Whitespace consists of spaces, newlines, carriage returns, tabs, and formfeeds. A comment may consist of a semicolon ( ; ) followed by any number of characters up to the next line break. A comment may also consist of any sequence of characters enclosed in properly nested #|, |# pairs or of the prefix #; followed by any datum. A token may be surrounded by whitespace and comments. Identifiers, numbers, characters, and dot are delimited by whitespace, a comment beginning with a semicolon, an open or close parenthesis, an open or close square bracket, or a string quote.

In the productions below, <empty> stands for the empty string. An item followed by an asterisk ( * ) represents zero or more occurrences of the item, and an item followed by a raised plus sign ( + ) represents one or more occurrences.

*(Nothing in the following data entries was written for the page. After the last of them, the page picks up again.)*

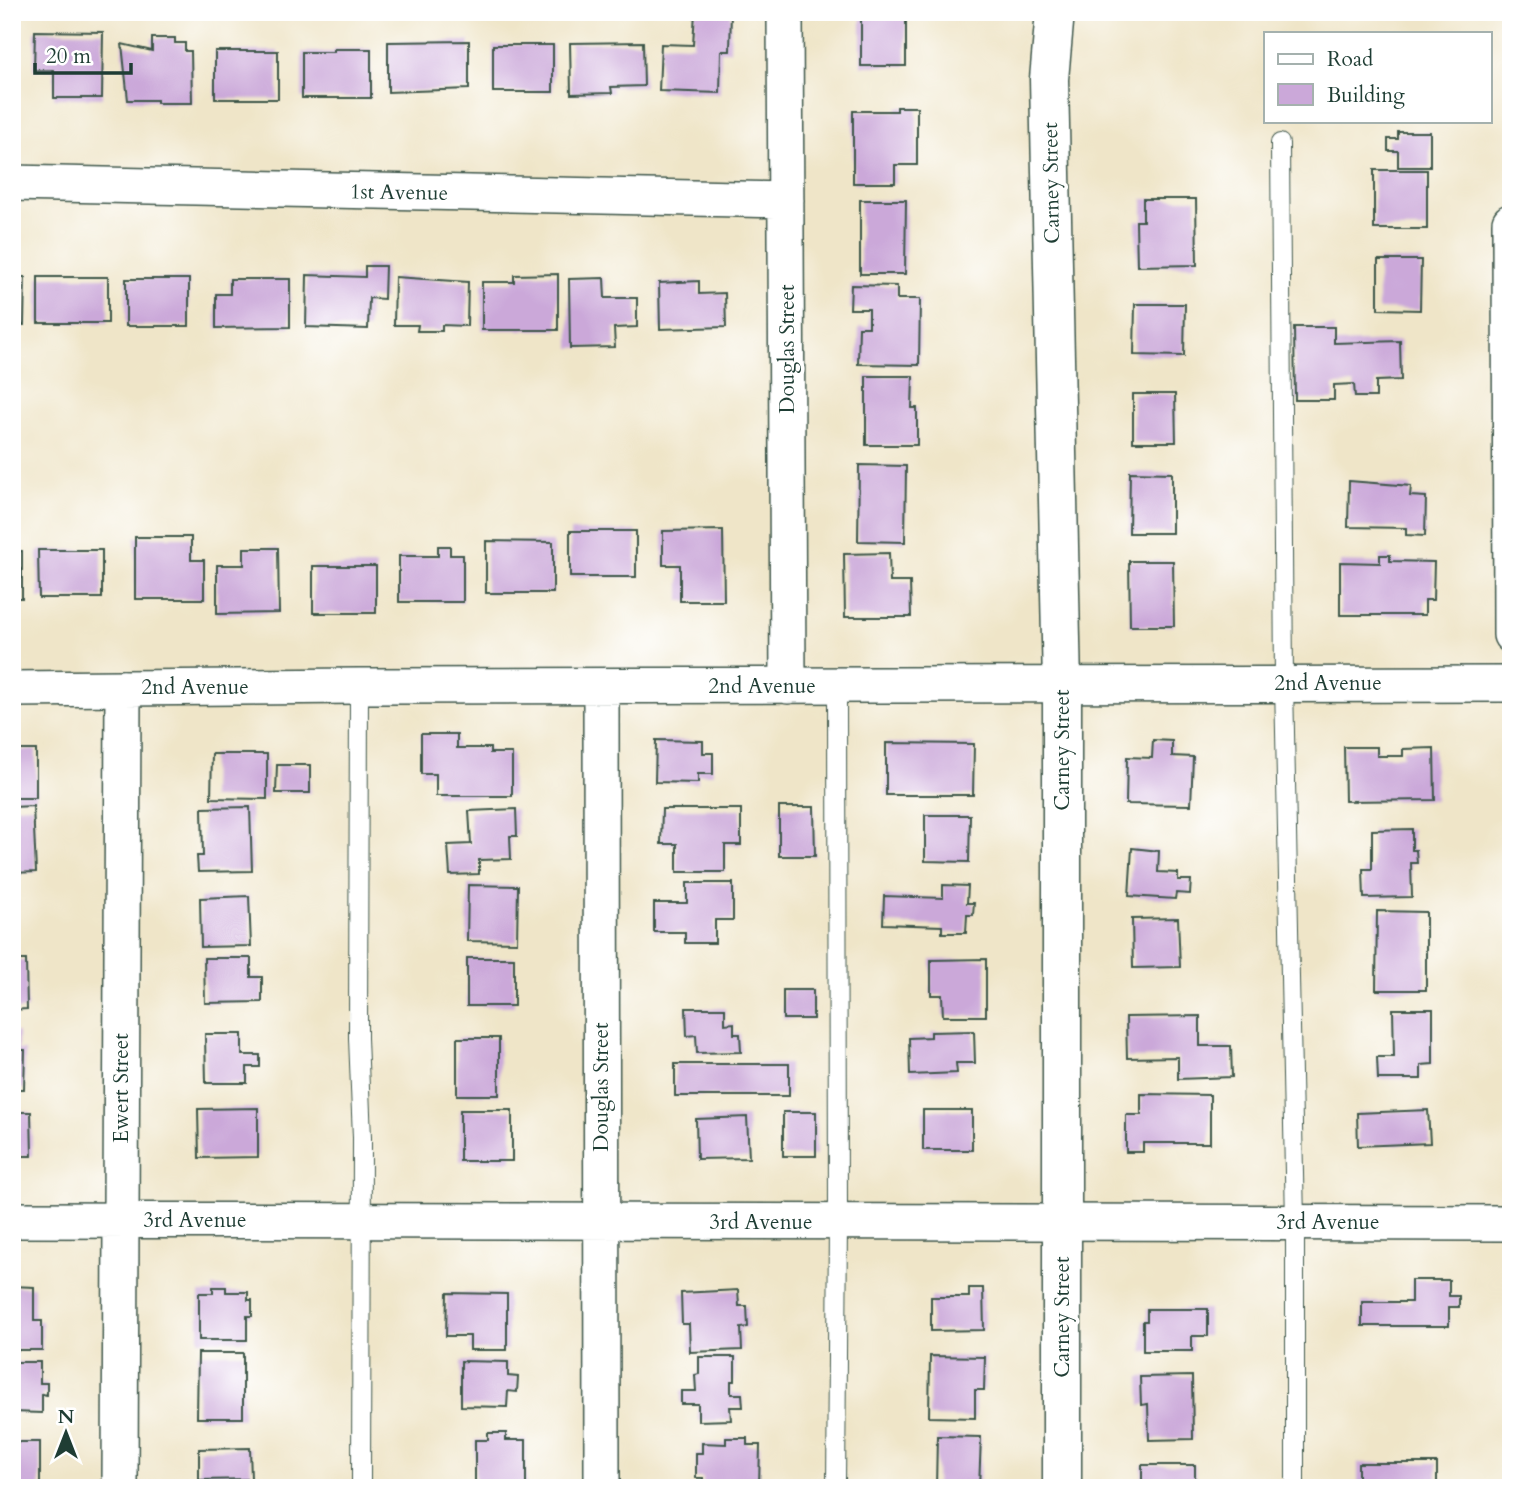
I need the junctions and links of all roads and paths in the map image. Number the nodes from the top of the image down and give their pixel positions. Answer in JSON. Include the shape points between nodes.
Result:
{"nodes":[{"id":1,"x":785,"y":12,"type":"edge"},
{"id":2,"x":1055,"y":12,"type":"edge"},
{"id":3,"x":1280,"y":143,"type":"dead end"},
{"id":4,"x":12,"y":183,"type":"edge"},
{"id":5,"x":786,"y":200,"type":"junction"},
{"id":6,"x":1510,"y":222,"type":"edge"},
{"id":7,"x":1511,"y":635,"type":"edge"},
{"id":8,"x":1284,"y":683,"type":"junction"},
{"id":9,"x":1511,"y":684,"type":"edge"},
{"id":10,"x":359,"y":686,"type":"junction"},
{"id":11,"x":601,"y":686,"type":"junction"},
{"id":12,"x":788,"y":686,"type":"junction"},
{"id":13,"x":837,"y":686,"type":"junction"},
{"id":14,"x":1062,"y":686,"type":"junction"},
{"id":15,"x":123,"y":688,"type":"junction"},
{"id":16,"x":12,"y":689,"type":"edge"},
{"id":17,"x":12,"y":1220,"type":"edge"},
{"id":18,"x":121,"y":1220,"type":"junction"},
{"id":19,"x":362,"y":1221,"type":"junction"},
{"id":20,"x":601,"y":1222,"type":"junction"},
{"id":21,"x":838,"y":1222,"type":"junction"},
{"id":22,"x":1062,"y":1222,"type":"junction"},
{"id":23,"x":1295,"y":1222,"type":"junction"},
{"id":24,"x":1511,"y":1223,"type":"edge"},
{"id":25,"x":120,"y":1488,"type":"edge"},
{"id":26,"x":361,"y":1488,"type":"edge"},
{"id":27,"x":602,"y":1488,"type":"edge"},
{"id":28,"x":836,"y":1488,"type":"edge"},
{"id":29,"x":1062,"y":1488,"type":"edge"},
{"id":30,"x":1295,"y":1488,"type":"edge"}],
"edges":[{"from":1,"to":5,"type":"street","name":"Douglas Street"},
{"from":2,"to":14,"type":"street","name":"Carney Street","via":[[1049,79]]},
{"from":3,"to":8,"type":"lane"},
{"from":4,"to":5,"type":"street","name":"1st Avenue"},
{"from":5,"to":12,"type":"street","name":"Douglas Street"},
{"from":6,"to":7,"type":"street"},
{"from":8,"to":9,"type":"street","name":"2nd Avenue"},
{"from":8,"to":14,"type":"street","name":"2nd Avenue"},
{"from":8,"to":23,"type":"lane"},
{"from":10,"to":11,"type":"street","name":"2nd Avenue"},
{"from":10,"to":15,"type":"street","name":"2nd Avenue"},
{"from":10,"to":19,"type":"lane"},
{"from":11,"to":12,"type":"street","name":"2nd Avenue"},
{"from":11,"to":20,"type":"street","name":"Douglas Street"},
{"from":12,"to":13,"type":"street","name":"2nd Avenue"},
{"from":13,"to":14,"type":"street","name":"2nd Avenue"},
{"from":13,"to":21,"type":"lane"},
{"from":14,"to":22,"type":"street","name":"Carney Street"},
{"from":15,"to":16,"type":"street","name":"2nd Avenue"},
{"from":15,"to":18,"type":"street","name":"Ewert Street"},
{"from":17,"to":18,"type":"street","name":"3rd Avenue"},
{"from":18,"to":19,"type":"street","name":"3rd Avenue"},
{"from":18,"to":25,"type":"street","name":"Ewert Street"},
{"from":19,"to":20,"type":"street","name":"3rd Avenue"},
{"from":19,"to":26,"type":"lane"},
{"from":20,"to":21,"type":"street","name":"3rd Avenue"},
{"from":20,"to":27,"type":"street","name":"Douglas Street"},
{"from":21,"to":22,"type":"street","name":"3rd Avenue"},
{"from":21,"to":28,"type":"lane"},
{"from":22,"to":23,"type":"street","name":"3rd Avenue"},
{"from":22,"to":29,"type":"street","name":"Carney Street"},
{"from":23,"to":24,"type":"street","name":"3rd Avenue"},
{"from":23,"to":30,"type":"lane"}]}
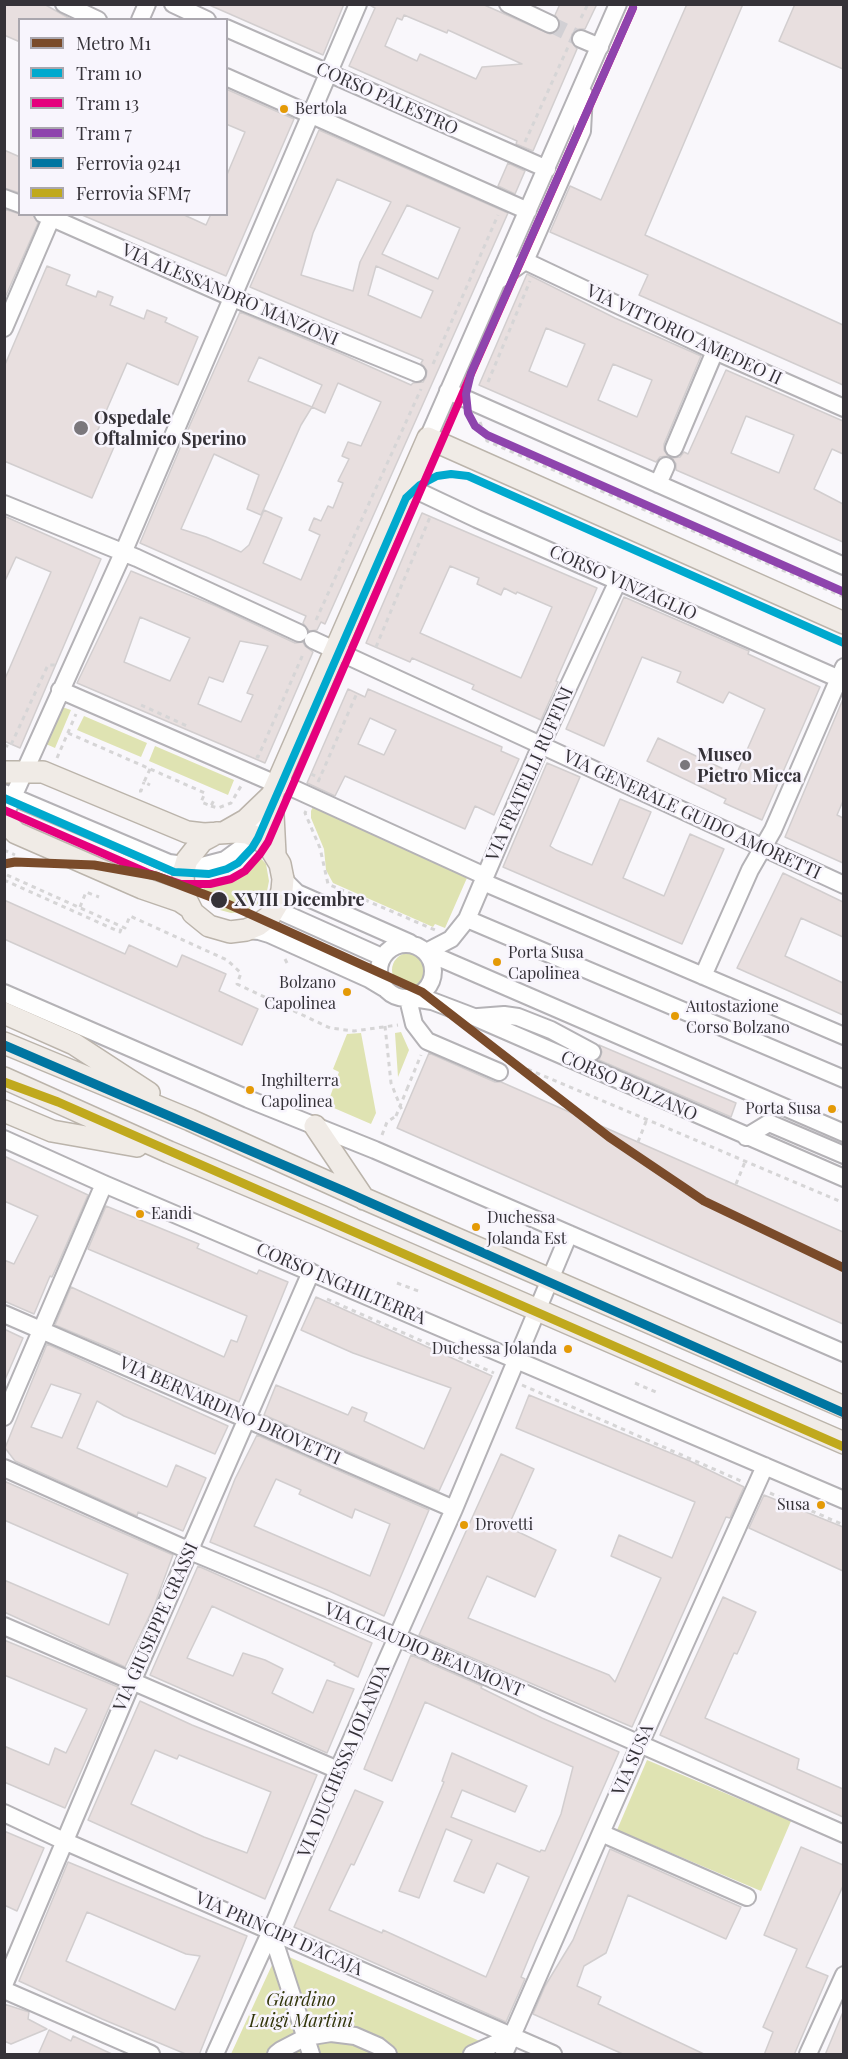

Spacing between items within a production appears for readability only and should be treated as if it were not present.

Wherever matching open and close parentheses appear, matching open and close square brackets may be used instead, except within the syntax for vectors.

Programs.  A program consists of a sequence of definitions and expressions.

<program><form>*
<form><definition> | <expression>

Definitions.  Definitions include variable and syntax definitions; begin forms containing zero or more definitions; module, import, and import-only forms; let-syntax and letrec-syntax forms expanding into zero or more definitions; and derived definitions. Derived definitions are syntactic extensions that expand into some form of definition.

<definition><variable definition>
|<syntax definition>
|(begin <definition>*)
|<module form>
|<import form>
|(let-syntax (<syntax binding>*) <definition>*)
|(letrec-syntax (<syntax binding>*) <definition>*)
|<derived definition>
<variable definition>(define <variable> <expression>)
|(define <variable>)
|(define (<variable> <variable>*) <body>)
|(define (<variable> <variable>* . <variable>) <body>)
<variable><identifier>
<body><definition>* <expression>+
<syntax definition>(define-syntax <keyword> <transformer expression>)
<keyword><identifier>
<syntax binding>(<keyword> <transformer expression>)
<module form>(module <module name> <interface> <definition>* <init>*)
|(module <interface> <definition>* <init>*)
<import form>(import <module name>)
|(import-only <module name>)
<interface>(<export>*)
<export><identifier> | (<identifier> <export >*)
<init><expression>

A transformer expression is an expression that evaluates to a transformer.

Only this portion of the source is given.